I’ve had a slight problem with something lately.

We have a chain of financial stores here in Central Florida called Amscot. They offer an array of services, including paycheck advances, check cashing and free money orders. I use their ** service every once in awhile when I have a balance that needs topping off.

Now it probably comes off as snobbish, but I’m just stating matter-of-factly that when you consider those first three services that I listed, you’re not exactly marketing yourself to life’s millionaires as a business model. Anytime I have visited, I am the only customer who speaks English. There are always a few others who list English as their native tongue, but damn it all if you can understand a single word they are uttering.

This in itself is not what has been bothering me. Sure, I possess the same innate trait to continue living as everyone else, but I’ve always welcomed the thrill of venturing into the belly of the beast. The rush of emerging unscathed out of a wrong part of town after midnight, or an Amscot office at anytime, can be quite liberating. What has been bothering me is their slogan.

“Amscot – You’re OK with Us!”

Doesn’t this just reek of the exact same backhanded-type compliment that a buddy would express when he says “I don’t care what they say about you, I think you’re alright?” Of course it does! “Hey, you’re too broke to maintain a checking account or to budget your finances until your next paycheck, but hey! You’re OK with us!”

Gee that’s great


Meanwhile there are about 50 video cameras tracking your every move to capture the day’s first assault. Did I mention the 2-inch bulletproof glass that segregates the staff from us animals? I’m beginning to think that they’re not OK with us at all!

But are these guys OK with me?


Once I make it out of there I always feel equal parts relieved and tainted. Not the “go home and shower with a wire brush” type of tainted, but still. So what do you suppose is my preferred routine after confirming my deposit and making some plays? That’s right, I jump right on SBR. I’m a Power Poster. It’s what we do.

Talk about jumping out of the frying pan and into the fire.

Now don’t get me wrong. I love it here. Not only have I made a ton of good friends, but as Bill Cosby used to say, I might’ve even learned a thing or two. But similarly to Amscot, as with most places that I frequent, there will always be some questionable characters present. I wouldn’t change a thing, as it all comes together to make an intriguing patchwork of interesting folks. I’m able to remain safe using the power of long-distance internet communication as my very own 2-inch bulletproof glass.

Scattered throughout the “normal” folks here (like me) you can encounter degenerates, drunks, addicts, zealots, blasphemers, shut-ins, derelicts, misanthropes, fraudulent geniuses, philanderers, Muslims and bisexuals.

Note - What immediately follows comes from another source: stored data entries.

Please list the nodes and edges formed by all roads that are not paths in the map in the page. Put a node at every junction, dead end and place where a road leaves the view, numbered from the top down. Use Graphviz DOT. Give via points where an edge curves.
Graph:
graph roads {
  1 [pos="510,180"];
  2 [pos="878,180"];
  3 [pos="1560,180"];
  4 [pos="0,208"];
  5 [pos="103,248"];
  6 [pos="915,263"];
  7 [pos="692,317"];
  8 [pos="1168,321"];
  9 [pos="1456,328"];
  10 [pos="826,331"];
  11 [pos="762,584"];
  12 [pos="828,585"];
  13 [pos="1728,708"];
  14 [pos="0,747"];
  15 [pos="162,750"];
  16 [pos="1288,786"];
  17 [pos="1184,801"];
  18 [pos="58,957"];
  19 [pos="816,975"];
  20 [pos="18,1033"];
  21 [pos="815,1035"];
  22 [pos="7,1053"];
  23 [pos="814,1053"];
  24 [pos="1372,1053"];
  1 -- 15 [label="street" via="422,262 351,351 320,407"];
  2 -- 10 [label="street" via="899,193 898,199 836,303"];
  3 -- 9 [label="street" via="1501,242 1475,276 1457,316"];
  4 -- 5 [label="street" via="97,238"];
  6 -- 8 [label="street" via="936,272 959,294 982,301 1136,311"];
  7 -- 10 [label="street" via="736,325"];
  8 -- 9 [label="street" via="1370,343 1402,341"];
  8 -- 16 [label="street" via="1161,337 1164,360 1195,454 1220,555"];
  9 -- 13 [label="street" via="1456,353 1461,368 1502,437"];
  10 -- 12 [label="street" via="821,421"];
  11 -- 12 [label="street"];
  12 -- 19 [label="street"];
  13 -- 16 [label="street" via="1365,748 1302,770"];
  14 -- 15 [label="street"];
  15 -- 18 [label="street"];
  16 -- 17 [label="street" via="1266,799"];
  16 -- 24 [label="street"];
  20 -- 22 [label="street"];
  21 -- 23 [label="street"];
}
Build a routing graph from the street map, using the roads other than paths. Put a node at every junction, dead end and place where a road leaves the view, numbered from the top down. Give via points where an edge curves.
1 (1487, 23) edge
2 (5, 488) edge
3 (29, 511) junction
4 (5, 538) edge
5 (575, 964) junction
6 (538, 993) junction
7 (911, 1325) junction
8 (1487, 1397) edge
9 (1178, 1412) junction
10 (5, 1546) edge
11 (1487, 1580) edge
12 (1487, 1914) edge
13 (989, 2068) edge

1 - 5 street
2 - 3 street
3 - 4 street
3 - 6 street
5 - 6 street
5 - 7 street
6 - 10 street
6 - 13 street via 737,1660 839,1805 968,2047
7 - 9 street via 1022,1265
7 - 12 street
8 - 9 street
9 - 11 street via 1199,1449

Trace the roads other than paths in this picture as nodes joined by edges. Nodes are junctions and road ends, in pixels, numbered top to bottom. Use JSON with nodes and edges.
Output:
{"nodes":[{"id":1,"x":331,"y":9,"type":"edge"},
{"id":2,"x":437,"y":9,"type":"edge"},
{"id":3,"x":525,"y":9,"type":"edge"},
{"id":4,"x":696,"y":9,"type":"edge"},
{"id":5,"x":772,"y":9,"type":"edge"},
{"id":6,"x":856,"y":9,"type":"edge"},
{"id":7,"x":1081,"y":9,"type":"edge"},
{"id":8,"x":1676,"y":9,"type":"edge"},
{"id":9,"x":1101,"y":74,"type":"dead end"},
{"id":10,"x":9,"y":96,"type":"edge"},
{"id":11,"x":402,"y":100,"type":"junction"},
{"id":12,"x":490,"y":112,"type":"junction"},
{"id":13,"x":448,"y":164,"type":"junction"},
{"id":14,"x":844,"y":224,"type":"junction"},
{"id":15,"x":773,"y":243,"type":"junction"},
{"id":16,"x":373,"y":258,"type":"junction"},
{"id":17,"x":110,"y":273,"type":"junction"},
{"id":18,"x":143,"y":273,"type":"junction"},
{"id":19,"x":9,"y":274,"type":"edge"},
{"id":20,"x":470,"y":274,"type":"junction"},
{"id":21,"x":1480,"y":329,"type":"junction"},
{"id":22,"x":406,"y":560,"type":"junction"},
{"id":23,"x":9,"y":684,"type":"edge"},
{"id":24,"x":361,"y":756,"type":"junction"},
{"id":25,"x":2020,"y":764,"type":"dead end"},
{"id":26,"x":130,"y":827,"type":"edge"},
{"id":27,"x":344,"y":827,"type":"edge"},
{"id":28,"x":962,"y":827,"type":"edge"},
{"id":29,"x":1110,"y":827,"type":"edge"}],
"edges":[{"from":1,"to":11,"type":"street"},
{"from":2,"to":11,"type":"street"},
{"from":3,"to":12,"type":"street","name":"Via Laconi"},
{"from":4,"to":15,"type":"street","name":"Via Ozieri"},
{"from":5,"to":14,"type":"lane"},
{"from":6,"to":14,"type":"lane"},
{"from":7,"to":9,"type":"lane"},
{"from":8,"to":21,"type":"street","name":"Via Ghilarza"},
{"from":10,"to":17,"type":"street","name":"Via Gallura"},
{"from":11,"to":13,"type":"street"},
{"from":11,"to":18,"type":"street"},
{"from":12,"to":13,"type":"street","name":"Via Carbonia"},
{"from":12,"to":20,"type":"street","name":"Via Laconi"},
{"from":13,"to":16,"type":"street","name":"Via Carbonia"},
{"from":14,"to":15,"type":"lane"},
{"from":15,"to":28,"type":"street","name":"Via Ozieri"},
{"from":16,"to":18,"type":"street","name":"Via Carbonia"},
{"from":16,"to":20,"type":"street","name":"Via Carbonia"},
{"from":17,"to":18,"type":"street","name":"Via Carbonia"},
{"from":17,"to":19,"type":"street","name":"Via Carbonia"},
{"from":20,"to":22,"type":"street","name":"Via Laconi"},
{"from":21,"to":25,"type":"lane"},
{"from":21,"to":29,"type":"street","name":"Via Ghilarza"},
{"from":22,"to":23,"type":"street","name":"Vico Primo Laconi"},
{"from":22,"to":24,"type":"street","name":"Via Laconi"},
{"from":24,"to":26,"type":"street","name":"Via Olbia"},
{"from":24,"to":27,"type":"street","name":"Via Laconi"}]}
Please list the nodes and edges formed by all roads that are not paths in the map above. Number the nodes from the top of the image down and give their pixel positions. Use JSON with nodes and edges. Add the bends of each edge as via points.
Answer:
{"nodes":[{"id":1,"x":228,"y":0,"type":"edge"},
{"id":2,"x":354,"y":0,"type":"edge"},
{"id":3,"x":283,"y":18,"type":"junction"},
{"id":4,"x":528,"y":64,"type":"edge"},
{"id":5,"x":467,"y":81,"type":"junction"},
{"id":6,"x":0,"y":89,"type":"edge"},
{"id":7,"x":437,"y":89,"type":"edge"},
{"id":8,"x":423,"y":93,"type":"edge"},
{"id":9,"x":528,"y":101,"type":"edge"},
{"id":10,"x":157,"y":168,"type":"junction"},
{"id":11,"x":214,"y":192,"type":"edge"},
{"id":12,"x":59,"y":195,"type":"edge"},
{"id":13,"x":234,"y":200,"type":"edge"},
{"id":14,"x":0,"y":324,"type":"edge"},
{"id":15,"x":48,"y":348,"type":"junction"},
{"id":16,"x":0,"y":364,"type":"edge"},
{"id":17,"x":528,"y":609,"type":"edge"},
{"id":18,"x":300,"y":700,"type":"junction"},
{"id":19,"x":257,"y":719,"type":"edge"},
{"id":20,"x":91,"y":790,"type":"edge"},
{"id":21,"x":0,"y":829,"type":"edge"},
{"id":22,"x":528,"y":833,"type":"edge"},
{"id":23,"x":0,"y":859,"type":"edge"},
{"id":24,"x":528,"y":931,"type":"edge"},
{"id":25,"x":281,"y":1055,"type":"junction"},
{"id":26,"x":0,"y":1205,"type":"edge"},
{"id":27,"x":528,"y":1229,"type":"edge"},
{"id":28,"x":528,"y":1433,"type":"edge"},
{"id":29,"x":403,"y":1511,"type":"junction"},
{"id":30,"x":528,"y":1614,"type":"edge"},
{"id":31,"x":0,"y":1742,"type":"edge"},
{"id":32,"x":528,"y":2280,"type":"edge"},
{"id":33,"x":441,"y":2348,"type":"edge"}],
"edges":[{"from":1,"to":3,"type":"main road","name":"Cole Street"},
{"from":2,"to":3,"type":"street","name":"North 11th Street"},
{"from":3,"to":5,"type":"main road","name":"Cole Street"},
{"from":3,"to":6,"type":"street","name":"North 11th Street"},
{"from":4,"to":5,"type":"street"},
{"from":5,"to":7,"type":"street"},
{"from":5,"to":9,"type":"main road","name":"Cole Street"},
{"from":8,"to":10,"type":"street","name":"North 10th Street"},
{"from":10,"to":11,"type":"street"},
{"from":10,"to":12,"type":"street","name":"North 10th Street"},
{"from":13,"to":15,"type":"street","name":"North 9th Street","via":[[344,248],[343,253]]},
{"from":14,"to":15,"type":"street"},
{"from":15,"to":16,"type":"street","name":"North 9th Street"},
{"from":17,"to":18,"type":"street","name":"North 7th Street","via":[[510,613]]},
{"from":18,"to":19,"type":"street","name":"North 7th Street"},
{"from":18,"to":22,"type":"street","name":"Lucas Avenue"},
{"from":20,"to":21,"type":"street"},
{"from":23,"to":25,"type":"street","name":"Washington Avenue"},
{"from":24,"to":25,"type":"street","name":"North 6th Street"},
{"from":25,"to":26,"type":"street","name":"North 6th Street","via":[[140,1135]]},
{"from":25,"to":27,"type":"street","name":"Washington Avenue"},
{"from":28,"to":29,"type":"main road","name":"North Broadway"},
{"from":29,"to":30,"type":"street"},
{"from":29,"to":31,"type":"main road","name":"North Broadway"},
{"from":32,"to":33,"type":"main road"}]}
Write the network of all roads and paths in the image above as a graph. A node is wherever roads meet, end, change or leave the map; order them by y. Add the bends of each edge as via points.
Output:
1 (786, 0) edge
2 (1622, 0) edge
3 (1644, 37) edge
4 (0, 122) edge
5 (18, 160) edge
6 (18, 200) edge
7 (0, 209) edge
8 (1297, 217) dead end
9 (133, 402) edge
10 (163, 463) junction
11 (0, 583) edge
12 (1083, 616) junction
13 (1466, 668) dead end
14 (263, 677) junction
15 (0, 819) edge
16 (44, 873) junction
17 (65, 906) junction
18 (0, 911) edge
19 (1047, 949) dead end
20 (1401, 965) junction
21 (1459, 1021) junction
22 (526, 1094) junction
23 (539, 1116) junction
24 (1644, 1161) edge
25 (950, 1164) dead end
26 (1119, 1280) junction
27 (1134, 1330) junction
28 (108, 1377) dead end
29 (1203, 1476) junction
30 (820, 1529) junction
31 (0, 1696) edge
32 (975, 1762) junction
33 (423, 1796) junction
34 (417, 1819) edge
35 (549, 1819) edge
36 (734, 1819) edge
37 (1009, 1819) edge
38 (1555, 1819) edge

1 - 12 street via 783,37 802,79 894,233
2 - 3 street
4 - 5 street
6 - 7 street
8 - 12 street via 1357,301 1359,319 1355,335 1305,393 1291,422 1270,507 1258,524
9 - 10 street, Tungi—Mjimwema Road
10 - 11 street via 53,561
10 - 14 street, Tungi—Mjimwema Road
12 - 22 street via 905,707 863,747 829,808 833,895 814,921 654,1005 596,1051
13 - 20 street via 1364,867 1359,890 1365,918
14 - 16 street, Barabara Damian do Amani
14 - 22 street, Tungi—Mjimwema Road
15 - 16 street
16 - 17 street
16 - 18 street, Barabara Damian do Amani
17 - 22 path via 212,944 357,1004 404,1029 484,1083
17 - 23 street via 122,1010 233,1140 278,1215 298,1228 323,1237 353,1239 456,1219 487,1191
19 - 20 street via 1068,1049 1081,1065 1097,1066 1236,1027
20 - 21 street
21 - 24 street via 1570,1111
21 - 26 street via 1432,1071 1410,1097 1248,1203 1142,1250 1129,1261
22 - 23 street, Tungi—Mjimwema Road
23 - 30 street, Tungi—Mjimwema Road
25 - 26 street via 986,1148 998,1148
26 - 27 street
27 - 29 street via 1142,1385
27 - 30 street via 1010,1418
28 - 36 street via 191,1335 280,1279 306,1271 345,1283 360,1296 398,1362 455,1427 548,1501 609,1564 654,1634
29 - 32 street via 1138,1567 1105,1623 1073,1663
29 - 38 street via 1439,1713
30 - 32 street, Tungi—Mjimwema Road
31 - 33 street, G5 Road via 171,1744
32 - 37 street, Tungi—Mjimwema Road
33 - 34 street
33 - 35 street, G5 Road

I am by no means casting stones as I fall into several of those categories. One thing you probably did not know about me though, is that I am a bisexual Muslim.

Just like Amscot, it doesn’t matter who you are. SBR – I’m OK with them. And so are you. Heck, they even accept Canadians here! Well, most of them anyway.

The SBR forums are a great place to pick the minds of fellow players, talk strategy, discuss the games while they are happening or just to waste an hour or three amongst some goofballs and weirdos - no matter where you land on life’s food chain.